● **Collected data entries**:
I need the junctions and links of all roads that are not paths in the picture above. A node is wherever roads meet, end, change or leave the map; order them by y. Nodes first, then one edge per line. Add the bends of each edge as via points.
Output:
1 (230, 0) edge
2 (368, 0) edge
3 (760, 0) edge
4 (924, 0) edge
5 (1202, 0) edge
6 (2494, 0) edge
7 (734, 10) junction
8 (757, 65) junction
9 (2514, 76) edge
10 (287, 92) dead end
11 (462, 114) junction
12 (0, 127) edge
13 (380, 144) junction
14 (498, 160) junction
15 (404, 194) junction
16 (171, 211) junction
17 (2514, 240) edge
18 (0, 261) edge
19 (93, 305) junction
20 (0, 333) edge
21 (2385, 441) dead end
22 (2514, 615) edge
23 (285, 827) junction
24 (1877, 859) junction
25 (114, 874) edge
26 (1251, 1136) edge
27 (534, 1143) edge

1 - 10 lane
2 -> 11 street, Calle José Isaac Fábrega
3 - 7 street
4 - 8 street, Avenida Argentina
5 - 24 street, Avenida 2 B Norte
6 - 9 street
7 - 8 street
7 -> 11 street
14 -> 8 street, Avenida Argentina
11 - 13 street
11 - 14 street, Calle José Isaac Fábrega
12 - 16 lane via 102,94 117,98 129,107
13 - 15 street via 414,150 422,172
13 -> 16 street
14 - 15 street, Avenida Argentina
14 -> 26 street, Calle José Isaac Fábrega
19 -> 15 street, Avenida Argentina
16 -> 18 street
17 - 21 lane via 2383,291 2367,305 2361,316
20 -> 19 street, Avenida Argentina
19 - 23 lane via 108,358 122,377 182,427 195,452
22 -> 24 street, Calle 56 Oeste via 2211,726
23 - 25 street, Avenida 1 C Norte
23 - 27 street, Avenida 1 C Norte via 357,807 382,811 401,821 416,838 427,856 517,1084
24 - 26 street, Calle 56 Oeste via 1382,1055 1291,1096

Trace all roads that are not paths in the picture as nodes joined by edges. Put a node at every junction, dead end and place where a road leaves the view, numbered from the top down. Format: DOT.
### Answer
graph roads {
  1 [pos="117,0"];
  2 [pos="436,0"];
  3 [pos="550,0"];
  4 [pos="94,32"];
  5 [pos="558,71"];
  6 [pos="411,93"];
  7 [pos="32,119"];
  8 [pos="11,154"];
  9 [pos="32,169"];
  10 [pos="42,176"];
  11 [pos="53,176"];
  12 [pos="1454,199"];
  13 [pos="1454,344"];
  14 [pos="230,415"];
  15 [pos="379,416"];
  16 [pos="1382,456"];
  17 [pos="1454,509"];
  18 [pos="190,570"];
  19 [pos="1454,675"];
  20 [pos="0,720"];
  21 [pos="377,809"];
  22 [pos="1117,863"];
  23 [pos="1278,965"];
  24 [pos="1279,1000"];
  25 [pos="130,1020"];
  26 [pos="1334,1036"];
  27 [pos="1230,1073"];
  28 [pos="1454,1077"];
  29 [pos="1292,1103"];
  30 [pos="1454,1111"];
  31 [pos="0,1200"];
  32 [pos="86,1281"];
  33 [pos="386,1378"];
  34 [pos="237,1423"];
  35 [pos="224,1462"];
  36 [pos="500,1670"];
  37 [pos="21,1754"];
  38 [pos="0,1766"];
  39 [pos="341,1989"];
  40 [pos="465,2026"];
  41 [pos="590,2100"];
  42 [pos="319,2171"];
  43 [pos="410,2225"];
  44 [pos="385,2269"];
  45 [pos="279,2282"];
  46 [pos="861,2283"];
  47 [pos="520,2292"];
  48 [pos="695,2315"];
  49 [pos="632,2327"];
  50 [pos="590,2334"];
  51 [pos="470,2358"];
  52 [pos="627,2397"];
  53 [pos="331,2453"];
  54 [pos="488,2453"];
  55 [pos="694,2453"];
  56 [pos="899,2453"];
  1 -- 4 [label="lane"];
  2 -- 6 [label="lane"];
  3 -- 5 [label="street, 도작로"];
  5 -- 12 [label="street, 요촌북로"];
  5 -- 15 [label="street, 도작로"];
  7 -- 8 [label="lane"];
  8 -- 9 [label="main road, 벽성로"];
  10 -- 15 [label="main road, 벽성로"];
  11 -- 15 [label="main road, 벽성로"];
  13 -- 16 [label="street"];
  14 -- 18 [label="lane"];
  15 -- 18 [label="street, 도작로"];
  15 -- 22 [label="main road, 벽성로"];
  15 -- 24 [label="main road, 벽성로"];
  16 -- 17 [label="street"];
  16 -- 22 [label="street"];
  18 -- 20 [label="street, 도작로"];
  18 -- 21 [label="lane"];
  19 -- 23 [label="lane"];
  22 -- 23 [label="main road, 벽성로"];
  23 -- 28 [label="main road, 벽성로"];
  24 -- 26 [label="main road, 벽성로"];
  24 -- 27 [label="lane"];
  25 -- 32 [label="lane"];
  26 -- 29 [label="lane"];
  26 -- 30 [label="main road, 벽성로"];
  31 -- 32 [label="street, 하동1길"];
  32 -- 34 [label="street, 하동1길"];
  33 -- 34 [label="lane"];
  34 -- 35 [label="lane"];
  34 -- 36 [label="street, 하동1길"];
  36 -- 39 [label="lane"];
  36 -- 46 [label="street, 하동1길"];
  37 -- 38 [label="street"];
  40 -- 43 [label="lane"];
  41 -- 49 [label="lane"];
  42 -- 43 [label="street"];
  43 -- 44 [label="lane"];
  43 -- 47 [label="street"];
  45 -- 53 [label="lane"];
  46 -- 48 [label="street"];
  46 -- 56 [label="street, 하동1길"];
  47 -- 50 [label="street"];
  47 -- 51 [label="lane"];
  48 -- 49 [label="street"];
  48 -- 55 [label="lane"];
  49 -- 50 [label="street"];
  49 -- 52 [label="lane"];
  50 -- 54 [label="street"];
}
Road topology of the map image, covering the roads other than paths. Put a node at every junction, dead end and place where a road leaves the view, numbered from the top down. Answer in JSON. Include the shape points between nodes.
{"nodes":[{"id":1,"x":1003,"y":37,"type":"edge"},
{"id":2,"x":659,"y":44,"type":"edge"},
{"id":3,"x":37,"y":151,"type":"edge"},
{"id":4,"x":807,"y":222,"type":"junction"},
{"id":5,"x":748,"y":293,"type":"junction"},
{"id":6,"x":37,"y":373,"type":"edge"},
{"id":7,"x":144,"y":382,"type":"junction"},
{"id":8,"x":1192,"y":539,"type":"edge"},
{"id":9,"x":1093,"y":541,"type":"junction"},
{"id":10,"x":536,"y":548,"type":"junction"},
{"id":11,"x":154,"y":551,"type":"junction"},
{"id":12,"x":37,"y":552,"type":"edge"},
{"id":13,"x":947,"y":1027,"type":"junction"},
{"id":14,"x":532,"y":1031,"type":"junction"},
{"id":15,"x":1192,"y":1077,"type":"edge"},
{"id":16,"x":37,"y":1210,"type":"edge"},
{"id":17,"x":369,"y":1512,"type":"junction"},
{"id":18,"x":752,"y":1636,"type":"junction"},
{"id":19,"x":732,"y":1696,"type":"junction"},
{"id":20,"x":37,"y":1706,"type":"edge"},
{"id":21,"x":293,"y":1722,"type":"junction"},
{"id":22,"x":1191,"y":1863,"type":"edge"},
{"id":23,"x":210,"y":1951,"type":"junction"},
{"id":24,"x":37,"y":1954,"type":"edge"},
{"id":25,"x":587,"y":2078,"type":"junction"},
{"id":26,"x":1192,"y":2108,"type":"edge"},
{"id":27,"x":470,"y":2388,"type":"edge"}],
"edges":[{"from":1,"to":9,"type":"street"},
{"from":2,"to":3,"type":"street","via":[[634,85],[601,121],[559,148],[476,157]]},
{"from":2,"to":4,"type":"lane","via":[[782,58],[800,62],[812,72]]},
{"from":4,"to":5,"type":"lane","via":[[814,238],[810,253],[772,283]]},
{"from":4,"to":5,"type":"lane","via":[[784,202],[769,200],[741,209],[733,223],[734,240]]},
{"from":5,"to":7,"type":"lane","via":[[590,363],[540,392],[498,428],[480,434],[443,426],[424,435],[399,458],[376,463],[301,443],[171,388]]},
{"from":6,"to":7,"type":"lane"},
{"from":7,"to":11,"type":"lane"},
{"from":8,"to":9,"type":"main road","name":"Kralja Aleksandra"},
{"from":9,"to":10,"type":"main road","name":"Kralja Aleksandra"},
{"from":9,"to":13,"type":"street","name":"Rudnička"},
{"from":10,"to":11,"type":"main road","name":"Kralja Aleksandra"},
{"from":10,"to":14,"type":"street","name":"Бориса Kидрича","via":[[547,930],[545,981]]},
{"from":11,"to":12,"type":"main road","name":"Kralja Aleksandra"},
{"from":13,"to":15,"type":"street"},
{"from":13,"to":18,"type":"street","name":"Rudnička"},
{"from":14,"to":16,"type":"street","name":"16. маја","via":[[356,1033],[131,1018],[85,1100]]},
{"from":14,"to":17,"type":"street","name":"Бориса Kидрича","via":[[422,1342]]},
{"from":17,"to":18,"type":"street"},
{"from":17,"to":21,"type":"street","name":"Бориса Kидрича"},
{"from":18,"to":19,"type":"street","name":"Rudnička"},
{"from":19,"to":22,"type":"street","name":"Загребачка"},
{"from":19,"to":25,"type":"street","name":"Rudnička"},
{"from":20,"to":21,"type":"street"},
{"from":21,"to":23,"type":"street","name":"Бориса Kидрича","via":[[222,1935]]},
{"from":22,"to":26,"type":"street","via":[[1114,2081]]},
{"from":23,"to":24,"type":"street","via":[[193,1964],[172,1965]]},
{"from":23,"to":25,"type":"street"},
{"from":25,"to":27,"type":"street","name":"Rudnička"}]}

● **Your instructions**: Gather every line from the entries above where the word "that" appears, and copy them.

● **Written answer**:
I need the junctions and links of all roads that are not paths in the picture above. A node is wherever roads meet, end, change or leave the map; order them by y. Nodes first, then one edge per line. Add the bends of each edge as via points.
Trace all roads that are not paths in the picture as nodes joined by edges. Put a node at every junction, dead end and place where a road leaves the view, numbered from the top down. Format: DOT.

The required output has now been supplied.